(Stored data)

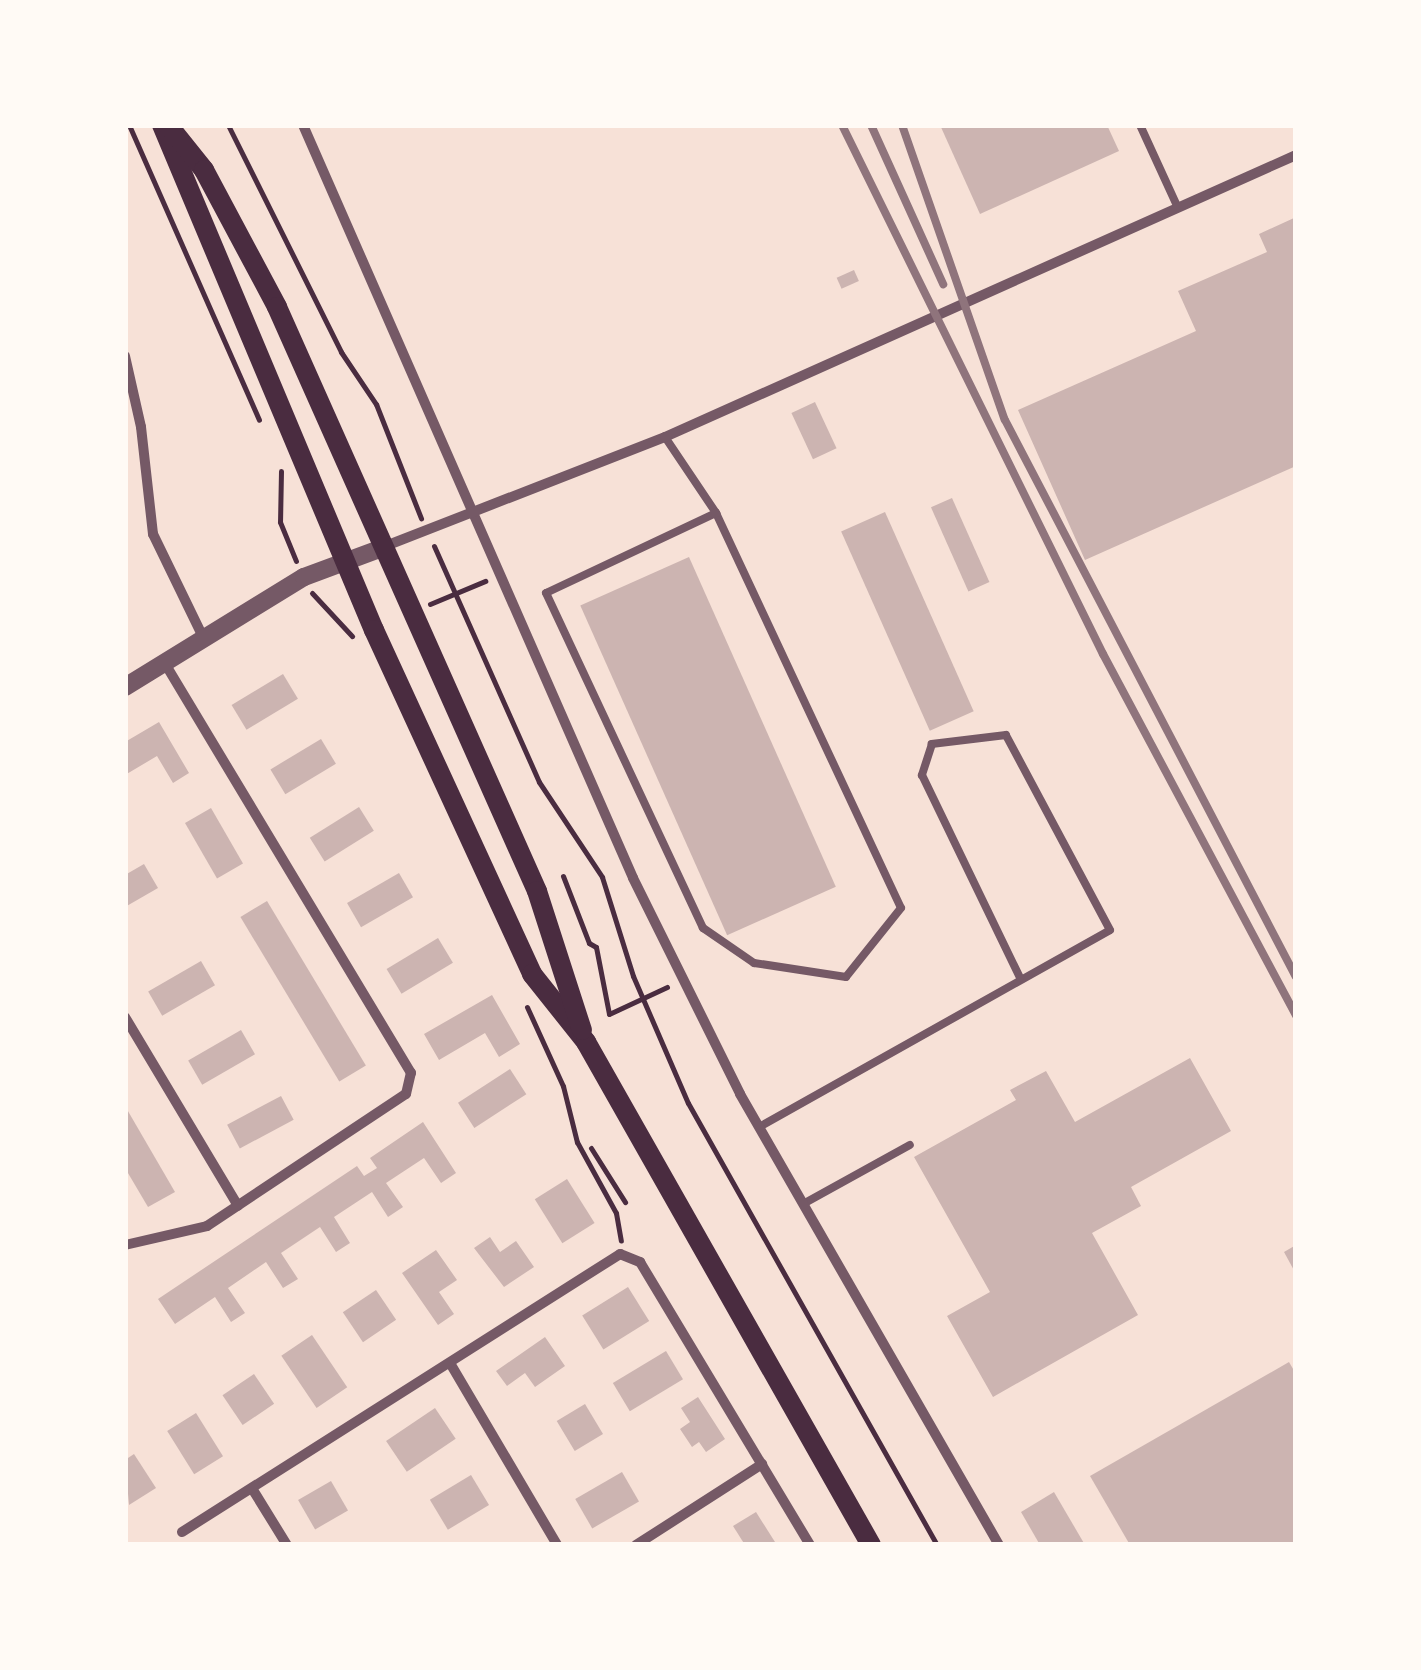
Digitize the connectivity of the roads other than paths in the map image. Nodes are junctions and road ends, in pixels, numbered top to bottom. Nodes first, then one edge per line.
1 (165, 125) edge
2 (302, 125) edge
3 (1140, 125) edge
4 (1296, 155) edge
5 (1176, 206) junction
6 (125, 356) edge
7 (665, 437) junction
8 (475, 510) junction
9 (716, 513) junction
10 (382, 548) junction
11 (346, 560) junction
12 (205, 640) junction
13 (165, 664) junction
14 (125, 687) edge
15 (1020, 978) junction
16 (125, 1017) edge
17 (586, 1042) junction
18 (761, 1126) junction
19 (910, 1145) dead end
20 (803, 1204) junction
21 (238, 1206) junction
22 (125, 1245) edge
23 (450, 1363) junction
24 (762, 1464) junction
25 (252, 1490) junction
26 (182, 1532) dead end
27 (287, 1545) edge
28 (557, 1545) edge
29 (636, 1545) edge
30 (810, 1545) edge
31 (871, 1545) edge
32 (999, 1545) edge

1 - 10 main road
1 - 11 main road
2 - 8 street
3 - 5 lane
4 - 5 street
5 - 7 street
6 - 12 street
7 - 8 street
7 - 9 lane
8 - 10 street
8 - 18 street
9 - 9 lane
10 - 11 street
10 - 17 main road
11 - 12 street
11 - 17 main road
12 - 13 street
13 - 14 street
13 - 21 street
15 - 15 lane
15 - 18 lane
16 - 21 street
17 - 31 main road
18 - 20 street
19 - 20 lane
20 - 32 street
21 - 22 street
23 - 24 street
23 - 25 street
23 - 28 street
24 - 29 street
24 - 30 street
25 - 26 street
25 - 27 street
...
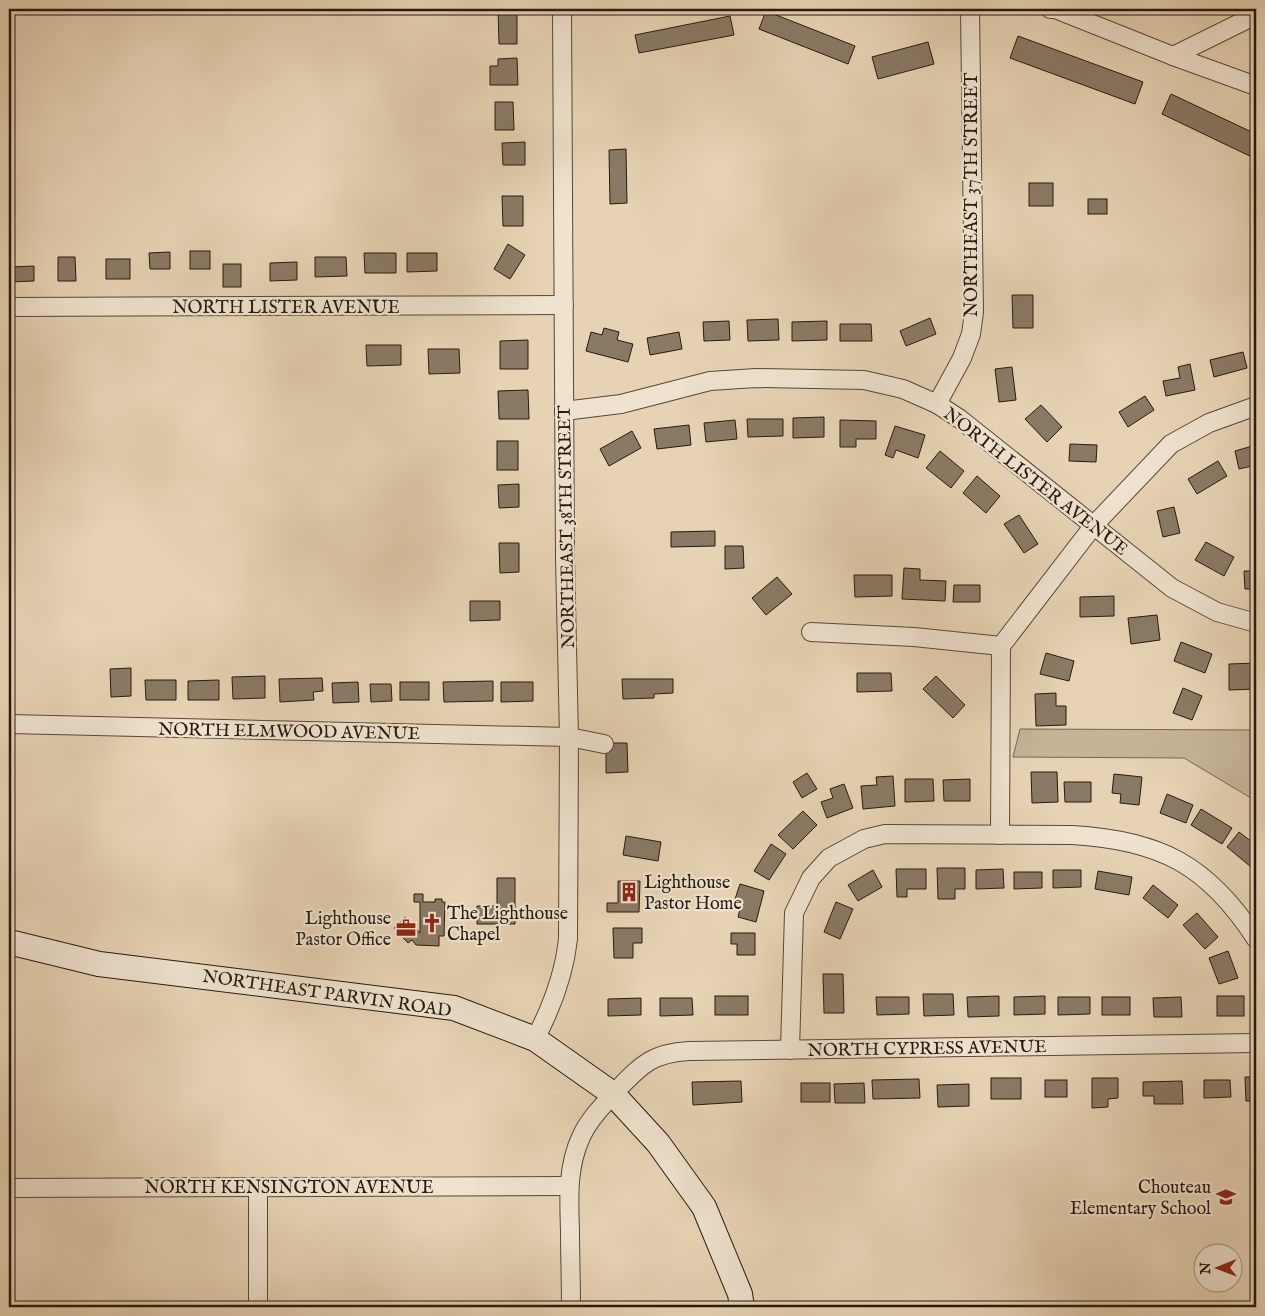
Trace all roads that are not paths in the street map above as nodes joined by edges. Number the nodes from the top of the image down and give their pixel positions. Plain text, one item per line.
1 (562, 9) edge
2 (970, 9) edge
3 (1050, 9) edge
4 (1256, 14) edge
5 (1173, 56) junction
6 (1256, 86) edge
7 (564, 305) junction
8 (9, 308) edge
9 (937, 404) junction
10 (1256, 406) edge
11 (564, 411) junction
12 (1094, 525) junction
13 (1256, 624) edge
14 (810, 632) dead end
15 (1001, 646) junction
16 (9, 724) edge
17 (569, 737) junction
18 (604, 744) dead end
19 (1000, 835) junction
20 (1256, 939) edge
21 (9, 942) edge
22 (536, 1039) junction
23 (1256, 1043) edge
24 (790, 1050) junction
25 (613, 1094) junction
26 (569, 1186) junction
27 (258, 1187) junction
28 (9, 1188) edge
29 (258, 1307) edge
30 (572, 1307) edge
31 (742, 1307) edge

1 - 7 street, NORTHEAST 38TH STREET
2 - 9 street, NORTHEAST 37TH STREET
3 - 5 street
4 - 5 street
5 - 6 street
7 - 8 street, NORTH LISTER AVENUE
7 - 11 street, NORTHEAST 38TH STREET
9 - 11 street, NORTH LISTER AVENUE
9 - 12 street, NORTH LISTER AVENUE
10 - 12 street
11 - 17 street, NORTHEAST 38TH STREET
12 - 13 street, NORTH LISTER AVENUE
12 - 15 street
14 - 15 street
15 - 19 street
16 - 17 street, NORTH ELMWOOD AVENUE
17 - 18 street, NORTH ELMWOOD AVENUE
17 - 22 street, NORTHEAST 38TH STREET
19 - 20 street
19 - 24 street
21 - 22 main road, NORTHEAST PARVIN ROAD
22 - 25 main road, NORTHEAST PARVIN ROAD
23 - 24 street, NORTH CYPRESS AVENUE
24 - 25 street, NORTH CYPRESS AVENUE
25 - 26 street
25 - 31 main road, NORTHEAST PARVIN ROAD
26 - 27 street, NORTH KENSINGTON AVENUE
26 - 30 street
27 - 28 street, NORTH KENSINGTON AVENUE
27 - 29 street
* * *
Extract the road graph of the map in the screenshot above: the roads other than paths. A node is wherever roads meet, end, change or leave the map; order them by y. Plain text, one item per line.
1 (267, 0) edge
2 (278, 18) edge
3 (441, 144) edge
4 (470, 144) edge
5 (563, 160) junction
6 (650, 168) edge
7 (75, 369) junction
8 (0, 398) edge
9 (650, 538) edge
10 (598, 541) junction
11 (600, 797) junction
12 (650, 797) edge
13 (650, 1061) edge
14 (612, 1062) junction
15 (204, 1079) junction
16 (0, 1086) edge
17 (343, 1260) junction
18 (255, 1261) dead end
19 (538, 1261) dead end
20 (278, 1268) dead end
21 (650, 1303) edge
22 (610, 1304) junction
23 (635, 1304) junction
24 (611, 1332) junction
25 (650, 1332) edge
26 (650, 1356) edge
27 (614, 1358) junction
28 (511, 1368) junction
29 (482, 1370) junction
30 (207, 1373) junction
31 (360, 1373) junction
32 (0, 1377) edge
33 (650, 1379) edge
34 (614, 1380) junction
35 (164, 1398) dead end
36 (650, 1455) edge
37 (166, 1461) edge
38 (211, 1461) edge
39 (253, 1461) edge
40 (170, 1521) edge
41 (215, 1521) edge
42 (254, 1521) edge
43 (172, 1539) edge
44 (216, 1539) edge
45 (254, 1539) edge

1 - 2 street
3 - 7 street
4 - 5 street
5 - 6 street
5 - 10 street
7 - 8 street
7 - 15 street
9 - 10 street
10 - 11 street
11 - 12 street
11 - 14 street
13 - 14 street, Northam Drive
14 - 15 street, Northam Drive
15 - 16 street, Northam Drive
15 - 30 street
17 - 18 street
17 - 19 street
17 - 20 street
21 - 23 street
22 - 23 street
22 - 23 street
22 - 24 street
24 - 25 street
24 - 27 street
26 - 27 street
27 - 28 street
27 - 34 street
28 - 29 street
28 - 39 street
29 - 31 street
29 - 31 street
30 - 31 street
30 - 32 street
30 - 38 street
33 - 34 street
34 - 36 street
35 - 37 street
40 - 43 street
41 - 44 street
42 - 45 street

[WHAT IS BEING ASKED] Lines holding "image": count them across the data and reply with the number alone.

[COMPLETED EXERCISE] 2